## WHAT YOU NEED TO DO
Pick each line that has "Antártico" out of the records.

(Saved data entries)
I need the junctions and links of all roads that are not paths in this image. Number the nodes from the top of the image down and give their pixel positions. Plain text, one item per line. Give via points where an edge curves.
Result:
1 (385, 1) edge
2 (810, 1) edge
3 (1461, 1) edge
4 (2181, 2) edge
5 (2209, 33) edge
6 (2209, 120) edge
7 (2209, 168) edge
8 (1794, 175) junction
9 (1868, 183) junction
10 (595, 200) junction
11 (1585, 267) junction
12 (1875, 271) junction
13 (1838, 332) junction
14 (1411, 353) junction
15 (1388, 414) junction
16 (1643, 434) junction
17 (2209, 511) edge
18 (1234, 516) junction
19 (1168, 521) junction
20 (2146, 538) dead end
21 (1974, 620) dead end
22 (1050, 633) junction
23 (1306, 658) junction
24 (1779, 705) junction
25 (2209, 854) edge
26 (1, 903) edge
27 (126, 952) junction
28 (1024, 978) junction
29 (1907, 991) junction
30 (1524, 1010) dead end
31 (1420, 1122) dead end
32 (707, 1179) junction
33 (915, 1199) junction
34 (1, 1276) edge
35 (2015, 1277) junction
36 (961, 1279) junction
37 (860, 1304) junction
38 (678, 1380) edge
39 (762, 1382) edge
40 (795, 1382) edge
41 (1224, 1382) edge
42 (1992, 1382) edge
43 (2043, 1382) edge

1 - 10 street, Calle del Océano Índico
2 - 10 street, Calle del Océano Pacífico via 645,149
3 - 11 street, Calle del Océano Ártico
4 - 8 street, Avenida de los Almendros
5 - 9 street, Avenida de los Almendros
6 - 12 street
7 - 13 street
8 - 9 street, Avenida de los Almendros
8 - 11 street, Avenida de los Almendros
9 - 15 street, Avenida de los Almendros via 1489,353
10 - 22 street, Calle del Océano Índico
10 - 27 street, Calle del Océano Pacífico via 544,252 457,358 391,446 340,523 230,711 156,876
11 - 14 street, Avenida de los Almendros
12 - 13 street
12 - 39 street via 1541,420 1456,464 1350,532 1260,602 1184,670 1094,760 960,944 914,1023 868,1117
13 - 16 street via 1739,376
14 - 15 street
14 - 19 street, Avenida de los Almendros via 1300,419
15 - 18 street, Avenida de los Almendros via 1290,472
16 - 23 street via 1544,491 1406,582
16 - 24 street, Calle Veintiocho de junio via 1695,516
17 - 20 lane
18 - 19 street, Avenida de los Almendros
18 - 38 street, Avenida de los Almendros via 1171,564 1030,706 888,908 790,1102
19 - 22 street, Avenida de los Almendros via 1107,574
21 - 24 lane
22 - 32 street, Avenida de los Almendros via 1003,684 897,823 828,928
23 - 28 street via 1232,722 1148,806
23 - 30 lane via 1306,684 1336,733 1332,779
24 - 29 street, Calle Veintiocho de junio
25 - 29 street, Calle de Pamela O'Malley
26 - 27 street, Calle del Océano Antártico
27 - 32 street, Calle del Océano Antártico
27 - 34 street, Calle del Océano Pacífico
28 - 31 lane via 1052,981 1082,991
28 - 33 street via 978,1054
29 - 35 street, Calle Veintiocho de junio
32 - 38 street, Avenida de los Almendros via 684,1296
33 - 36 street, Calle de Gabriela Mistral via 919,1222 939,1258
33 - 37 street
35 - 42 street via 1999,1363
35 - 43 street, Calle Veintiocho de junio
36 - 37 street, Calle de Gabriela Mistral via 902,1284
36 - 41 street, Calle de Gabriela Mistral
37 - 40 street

## SOLUTION
26 - 27 street, Calle del Océano Antártico
27 - 32 street, Calle del Océano Antártico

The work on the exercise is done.